Я сделал шаг к Соррел мимо зловещего зеркала, остановился в шаге от неё и посмотрел в её глаза. Зрачки её тут же сузились и вытянулись. В радужке отсутствовал тот тёплый шоколадный оттенок уюта, который я так любил. На меня смотрели птичьи глаза, глаза хищника, хищника голодного и разозлённого. Всё человеческое умерло в ней. Гарпия победила. Кто знает, может, в этом был виноват я, потому что слишком долго шёл. Или это она — слаба, не имела стержня и воли. Никто не станет разбираться в первопричинах. По крайней мере, я сделал, что хотел. И получил истинный ответ.

— Пойдём, — ответил я, мысленно попрощавшись навсегда с щавелевой девой. Она умерла в той клетке.

Я развернулся, следуя за белым и чёрным силуэтами.

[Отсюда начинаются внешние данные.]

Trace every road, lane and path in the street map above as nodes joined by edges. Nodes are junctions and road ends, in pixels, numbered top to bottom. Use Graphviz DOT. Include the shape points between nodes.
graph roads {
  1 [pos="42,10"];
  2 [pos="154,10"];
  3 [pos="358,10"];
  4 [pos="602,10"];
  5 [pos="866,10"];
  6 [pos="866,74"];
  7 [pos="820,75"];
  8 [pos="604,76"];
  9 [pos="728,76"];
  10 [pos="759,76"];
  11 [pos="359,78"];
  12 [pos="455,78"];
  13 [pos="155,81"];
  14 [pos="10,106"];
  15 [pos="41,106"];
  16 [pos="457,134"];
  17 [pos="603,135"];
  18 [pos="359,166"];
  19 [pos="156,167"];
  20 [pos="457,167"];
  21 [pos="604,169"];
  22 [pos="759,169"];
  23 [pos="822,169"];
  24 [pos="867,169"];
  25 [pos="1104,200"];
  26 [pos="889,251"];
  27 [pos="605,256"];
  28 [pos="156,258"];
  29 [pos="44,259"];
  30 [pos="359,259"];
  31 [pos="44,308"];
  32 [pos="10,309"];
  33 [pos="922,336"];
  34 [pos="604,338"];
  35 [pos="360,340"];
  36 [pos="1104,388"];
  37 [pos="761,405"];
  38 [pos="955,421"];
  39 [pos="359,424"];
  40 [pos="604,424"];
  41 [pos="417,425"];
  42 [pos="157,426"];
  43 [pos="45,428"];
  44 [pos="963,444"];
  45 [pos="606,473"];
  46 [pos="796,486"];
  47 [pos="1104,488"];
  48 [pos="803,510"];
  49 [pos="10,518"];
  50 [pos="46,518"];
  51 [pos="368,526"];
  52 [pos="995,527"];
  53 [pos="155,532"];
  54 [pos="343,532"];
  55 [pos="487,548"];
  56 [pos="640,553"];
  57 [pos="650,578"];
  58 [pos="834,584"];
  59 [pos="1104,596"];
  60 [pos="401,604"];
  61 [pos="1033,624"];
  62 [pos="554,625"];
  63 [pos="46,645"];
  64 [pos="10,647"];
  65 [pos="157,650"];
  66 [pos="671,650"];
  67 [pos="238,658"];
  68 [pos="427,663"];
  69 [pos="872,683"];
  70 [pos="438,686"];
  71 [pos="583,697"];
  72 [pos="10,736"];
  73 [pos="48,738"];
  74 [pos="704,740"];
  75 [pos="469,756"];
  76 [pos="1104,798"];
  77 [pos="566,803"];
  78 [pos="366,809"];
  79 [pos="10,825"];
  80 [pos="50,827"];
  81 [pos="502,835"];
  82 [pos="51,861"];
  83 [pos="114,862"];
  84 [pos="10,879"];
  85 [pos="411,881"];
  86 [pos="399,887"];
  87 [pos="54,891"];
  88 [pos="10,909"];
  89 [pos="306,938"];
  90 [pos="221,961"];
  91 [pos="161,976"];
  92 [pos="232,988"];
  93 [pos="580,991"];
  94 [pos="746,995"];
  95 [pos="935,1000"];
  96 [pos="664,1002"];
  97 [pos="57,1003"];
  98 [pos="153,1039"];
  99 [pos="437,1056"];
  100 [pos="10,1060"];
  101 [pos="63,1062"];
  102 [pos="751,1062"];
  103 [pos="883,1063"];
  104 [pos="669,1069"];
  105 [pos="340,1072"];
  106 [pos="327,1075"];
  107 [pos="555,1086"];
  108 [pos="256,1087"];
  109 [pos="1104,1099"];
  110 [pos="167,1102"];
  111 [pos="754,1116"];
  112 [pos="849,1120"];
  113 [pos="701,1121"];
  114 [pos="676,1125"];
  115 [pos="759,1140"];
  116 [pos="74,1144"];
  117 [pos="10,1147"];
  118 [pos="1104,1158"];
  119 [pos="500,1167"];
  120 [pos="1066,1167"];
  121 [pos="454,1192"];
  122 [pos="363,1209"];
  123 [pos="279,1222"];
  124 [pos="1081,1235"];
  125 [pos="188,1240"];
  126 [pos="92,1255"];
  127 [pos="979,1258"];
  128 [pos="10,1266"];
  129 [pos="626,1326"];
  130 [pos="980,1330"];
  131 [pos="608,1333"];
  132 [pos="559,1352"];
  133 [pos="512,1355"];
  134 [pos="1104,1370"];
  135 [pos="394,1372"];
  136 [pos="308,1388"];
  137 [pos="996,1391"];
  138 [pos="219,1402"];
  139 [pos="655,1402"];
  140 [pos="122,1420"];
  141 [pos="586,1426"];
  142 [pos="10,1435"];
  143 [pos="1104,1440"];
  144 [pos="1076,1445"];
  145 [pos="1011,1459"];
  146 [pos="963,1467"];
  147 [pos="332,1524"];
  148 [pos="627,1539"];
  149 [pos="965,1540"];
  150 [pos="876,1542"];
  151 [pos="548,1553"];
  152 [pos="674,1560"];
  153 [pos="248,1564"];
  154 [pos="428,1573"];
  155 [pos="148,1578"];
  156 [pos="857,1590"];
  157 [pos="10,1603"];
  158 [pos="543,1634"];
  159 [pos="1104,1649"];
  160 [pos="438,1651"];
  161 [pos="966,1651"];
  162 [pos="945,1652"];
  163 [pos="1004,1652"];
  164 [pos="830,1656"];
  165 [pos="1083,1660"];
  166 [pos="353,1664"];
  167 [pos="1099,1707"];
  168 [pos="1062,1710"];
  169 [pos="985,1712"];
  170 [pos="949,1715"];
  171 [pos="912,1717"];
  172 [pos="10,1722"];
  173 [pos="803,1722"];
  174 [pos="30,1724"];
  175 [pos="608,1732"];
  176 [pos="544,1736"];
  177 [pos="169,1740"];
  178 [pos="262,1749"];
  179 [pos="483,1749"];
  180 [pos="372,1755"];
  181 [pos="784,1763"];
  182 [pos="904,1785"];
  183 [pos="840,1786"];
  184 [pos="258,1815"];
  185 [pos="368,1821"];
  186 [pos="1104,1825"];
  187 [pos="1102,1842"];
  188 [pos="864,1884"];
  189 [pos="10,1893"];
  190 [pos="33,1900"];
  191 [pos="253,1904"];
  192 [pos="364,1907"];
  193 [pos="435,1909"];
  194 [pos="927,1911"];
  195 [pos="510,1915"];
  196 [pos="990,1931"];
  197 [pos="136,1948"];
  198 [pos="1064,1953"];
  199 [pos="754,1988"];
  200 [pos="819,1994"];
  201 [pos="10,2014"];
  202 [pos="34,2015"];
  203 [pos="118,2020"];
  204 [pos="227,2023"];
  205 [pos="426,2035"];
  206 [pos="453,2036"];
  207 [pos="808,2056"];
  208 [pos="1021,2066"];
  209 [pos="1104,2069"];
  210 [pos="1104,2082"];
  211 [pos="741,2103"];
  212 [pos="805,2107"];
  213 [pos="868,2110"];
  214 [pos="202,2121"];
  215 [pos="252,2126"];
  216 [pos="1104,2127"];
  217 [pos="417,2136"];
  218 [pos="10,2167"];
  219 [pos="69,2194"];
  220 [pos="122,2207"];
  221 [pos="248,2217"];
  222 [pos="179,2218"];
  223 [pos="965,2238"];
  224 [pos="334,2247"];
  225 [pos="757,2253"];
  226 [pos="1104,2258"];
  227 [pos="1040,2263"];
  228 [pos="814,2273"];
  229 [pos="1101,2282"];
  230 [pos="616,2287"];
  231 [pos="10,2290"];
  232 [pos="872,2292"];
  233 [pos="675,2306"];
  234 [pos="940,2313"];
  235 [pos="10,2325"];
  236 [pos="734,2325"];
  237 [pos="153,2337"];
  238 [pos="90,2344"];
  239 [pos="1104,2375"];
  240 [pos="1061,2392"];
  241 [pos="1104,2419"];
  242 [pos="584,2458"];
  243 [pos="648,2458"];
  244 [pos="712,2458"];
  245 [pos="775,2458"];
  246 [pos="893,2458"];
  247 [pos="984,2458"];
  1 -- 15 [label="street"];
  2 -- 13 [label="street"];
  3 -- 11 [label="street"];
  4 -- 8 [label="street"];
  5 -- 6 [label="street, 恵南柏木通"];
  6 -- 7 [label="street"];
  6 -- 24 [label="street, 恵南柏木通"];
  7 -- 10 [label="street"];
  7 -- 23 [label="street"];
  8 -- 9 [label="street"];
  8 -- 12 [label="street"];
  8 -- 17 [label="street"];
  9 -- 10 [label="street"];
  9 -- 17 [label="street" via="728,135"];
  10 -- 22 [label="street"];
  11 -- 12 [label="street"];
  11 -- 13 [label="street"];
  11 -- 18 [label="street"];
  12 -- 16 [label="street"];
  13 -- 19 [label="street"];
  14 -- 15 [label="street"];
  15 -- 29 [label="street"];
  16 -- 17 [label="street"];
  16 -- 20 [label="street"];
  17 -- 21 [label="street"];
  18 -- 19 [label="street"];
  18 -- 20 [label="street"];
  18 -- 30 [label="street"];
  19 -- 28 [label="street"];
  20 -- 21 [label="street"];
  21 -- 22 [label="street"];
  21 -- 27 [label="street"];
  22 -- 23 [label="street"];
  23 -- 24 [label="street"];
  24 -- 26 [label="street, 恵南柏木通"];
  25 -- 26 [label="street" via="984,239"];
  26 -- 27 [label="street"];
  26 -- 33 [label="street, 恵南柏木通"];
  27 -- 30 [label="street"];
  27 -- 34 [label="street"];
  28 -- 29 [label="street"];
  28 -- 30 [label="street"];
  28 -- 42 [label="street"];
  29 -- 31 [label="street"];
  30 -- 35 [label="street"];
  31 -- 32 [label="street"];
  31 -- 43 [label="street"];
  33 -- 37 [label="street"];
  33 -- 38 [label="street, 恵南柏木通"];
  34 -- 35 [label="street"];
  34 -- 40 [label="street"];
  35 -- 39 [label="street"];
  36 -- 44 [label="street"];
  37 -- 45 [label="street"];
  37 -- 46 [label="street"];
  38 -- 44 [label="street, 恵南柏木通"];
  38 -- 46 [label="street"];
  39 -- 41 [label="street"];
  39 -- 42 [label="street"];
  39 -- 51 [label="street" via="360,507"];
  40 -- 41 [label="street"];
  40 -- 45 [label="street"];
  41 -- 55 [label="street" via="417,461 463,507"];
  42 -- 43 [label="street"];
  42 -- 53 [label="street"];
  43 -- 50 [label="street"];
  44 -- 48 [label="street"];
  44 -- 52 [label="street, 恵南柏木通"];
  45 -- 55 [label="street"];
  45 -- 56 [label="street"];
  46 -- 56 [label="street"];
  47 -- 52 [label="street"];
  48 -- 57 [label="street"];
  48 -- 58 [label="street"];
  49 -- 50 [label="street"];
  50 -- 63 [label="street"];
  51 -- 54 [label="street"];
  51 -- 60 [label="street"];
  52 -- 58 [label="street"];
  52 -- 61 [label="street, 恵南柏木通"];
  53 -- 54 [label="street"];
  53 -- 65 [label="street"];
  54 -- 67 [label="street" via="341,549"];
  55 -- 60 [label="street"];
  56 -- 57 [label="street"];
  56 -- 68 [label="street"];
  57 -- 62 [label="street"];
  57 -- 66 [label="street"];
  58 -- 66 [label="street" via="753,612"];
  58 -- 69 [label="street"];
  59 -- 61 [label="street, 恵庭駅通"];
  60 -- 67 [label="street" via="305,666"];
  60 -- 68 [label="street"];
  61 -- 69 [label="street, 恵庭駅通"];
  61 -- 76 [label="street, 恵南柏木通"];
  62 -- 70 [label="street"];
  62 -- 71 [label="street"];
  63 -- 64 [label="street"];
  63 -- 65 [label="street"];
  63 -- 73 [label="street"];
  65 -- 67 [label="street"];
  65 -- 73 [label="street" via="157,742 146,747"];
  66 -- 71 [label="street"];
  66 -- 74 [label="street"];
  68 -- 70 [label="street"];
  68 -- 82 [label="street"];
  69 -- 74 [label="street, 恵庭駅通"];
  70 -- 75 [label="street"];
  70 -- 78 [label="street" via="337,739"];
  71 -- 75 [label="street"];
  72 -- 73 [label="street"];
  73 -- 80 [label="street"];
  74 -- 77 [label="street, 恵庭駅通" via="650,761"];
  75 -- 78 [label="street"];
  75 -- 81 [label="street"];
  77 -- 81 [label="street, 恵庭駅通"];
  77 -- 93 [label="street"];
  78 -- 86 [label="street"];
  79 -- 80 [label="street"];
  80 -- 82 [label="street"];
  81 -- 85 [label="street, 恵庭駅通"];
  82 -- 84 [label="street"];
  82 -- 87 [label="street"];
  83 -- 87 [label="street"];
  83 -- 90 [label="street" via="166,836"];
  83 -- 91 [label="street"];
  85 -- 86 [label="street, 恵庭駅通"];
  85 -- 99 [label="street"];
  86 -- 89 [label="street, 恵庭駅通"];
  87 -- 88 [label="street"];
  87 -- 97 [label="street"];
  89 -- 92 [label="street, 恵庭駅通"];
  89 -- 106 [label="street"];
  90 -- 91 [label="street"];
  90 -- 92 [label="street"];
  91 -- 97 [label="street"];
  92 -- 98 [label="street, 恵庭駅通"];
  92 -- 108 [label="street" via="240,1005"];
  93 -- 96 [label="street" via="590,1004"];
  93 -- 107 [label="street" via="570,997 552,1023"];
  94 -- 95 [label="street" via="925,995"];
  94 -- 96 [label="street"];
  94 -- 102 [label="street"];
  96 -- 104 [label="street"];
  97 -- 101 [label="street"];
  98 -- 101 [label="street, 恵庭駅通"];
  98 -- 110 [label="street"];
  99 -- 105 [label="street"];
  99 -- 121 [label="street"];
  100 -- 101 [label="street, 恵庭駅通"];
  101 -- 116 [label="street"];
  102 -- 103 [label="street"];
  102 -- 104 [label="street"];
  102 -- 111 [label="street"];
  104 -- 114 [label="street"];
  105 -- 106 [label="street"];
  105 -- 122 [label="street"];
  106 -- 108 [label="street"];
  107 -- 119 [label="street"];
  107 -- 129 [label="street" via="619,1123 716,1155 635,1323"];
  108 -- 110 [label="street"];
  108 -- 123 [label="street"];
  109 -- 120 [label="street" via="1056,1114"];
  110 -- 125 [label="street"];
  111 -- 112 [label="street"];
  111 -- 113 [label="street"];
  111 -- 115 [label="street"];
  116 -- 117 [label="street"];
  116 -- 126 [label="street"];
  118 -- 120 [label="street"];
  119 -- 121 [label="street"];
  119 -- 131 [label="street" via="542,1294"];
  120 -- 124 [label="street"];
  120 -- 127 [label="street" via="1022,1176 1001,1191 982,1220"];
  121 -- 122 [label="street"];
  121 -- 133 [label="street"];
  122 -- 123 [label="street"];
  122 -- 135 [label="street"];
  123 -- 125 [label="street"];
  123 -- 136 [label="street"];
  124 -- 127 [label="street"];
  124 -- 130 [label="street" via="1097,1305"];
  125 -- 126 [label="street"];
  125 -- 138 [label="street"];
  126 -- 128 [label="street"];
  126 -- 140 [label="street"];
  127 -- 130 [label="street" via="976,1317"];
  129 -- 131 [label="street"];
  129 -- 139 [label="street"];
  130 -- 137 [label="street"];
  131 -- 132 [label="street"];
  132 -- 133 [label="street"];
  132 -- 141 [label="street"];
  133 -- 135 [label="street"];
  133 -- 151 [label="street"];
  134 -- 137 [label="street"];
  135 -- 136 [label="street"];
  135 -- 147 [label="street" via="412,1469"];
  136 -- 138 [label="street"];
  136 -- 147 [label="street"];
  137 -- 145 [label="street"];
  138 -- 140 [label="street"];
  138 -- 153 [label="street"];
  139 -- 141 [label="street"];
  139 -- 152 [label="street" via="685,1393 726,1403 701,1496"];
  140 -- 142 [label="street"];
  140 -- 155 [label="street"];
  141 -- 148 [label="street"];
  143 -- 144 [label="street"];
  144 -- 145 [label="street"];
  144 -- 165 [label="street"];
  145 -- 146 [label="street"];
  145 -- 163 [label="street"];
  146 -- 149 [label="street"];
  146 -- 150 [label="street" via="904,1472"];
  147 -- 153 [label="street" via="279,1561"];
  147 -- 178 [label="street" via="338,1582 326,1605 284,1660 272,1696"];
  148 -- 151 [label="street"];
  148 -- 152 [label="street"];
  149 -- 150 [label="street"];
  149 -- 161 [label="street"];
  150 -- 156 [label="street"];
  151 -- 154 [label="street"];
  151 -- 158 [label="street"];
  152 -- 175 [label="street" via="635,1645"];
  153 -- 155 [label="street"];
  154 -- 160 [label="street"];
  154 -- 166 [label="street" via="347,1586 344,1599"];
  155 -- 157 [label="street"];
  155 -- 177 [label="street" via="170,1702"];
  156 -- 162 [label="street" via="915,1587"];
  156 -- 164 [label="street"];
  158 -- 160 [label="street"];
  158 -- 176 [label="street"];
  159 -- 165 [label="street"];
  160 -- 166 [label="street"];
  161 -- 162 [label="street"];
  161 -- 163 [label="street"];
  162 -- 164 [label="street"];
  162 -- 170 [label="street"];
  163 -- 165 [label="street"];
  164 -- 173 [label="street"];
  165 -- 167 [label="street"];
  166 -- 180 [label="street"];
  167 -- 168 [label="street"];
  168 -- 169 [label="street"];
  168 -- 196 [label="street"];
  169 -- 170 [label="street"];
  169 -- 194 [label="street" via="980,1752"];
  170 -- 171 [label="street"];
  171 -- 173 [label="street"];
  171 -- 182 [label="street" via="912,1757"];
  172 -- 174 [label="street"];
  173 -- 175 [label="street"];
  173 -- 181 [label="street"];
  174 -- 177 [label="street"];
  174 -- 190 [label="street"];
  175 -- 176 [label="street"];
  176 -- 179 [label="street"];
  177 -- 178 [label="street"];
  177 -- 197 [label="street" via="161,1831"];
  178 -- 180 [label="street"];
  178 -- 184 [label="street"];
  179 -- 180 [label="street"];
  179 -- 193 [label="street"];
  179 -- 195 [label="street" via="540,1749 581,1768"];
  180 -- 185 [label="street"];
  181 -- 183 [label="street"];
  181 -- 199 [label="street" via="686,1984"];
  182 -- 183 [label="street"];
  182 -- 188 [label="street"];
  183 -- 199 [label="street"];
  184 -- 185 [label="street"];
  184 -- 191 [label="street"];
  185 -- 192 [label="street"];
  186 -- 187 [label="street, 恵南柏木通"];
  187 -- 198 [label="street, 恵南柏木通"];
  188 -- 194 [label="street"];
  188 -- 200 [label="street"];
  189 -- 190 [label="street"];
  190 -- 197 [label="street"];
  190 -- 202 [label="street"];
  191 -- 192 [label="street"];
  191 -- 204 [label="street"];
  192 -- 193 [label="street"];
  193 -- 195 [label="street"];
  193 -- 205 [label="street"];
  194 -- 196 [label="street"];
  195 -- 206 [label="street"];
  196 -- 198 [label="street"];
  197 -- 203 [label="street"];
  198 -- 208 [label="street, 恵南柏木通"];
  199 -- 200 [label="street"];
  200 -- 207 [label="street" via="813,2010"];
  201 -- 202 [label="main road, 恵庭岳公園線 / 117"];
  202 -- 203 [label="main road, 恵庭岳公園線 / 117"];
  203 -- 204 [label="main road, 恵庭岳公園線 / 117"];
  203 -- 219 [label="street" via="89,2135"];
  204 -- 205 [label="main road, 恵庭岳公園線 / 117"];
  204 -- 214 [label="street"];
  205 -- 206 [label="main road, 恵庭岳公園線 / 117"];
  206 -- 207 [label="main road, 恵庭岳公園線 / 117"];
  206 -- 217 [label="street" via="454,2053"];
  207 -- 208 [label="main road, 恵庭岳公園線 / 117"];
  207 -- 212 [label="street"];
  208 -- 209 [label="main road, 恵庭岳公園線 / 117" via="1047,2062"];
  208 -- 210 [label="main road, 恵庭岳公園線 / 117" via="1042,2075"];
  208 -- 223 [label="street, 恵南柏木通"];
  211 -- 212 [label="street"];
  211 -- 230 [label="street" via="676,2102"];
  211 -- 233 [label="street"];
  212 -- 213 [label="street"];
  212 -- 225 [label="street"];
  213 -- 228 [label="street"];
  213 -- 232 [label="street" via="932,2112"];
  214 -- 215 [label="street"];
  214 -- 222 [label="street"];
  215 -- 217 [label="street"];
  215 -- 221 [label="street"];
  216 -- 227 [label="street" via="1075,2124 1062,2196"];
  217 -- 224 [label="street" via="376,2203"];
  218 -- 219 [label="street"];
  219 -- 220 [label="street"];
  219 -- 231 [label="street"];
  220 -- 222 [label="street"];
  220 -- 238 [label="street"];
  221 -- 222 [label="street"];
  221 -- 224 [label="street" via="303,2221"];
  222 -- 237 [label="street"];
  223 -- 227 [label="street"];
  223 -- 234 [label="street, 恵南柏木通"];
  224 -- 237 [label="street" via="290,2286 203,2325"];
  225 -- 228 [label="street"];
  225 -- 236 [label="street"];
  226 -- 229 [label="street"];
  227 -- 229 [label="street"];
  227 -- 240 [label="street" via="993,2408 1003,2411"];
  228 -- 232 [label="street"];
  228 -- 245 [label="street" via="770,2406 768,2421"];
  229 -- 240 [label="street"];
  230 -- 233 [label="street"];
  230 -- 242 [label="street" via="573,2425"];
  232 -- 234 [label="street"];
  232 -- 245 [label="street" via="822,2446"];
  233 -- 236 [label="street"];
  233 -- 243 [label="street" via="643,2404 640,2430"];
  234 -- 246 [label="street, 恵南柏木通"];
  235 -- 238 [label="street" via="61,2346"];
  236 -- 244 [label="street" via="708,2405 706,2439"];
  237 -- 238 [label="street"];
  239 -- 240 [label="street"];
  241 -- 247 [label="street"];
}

Вытатуированные графичные крылья вели меня сквозь снег и золото зала, увлекая внутрь весёлой, опьянённой толпы. Я заметил, что гости рассредоточились по залам особняка, где тоже отдалённо звучала музыка.

Мне стало гораздо легче, шипы и пластины убрались внутрь, а по телу разливалось спокойное тепло. Профит протянул мне мою початую бутылку «Мессии», рука крепко сжала стекло. Ангел протолкнул меня ближе к роскошному камину с лепниной, на котором двое алебастровых «путти» пылко целовались. Рядом стояла барабанная установка, усилитель и прочие атрибуты для рок-группы. По полу змеями тянулись провода. Яркий свет, исходящий от хрустальной люстры, погас, включилась подсветка, играющая то голубоватым, то сиреневым, то розовым свечением, и из двух дверей в центр зала к камину прошли музыканты. Вокалист внешне напоминал барона Мюнхгаузена, а, может, и он собственной персоной — волосы волнами спадали до плеч, короткая бородка и залихватски закрученные вверх усы. Электрогитара взвыла, ритмично ответили барабаны, добавилась вторая гитара и бас.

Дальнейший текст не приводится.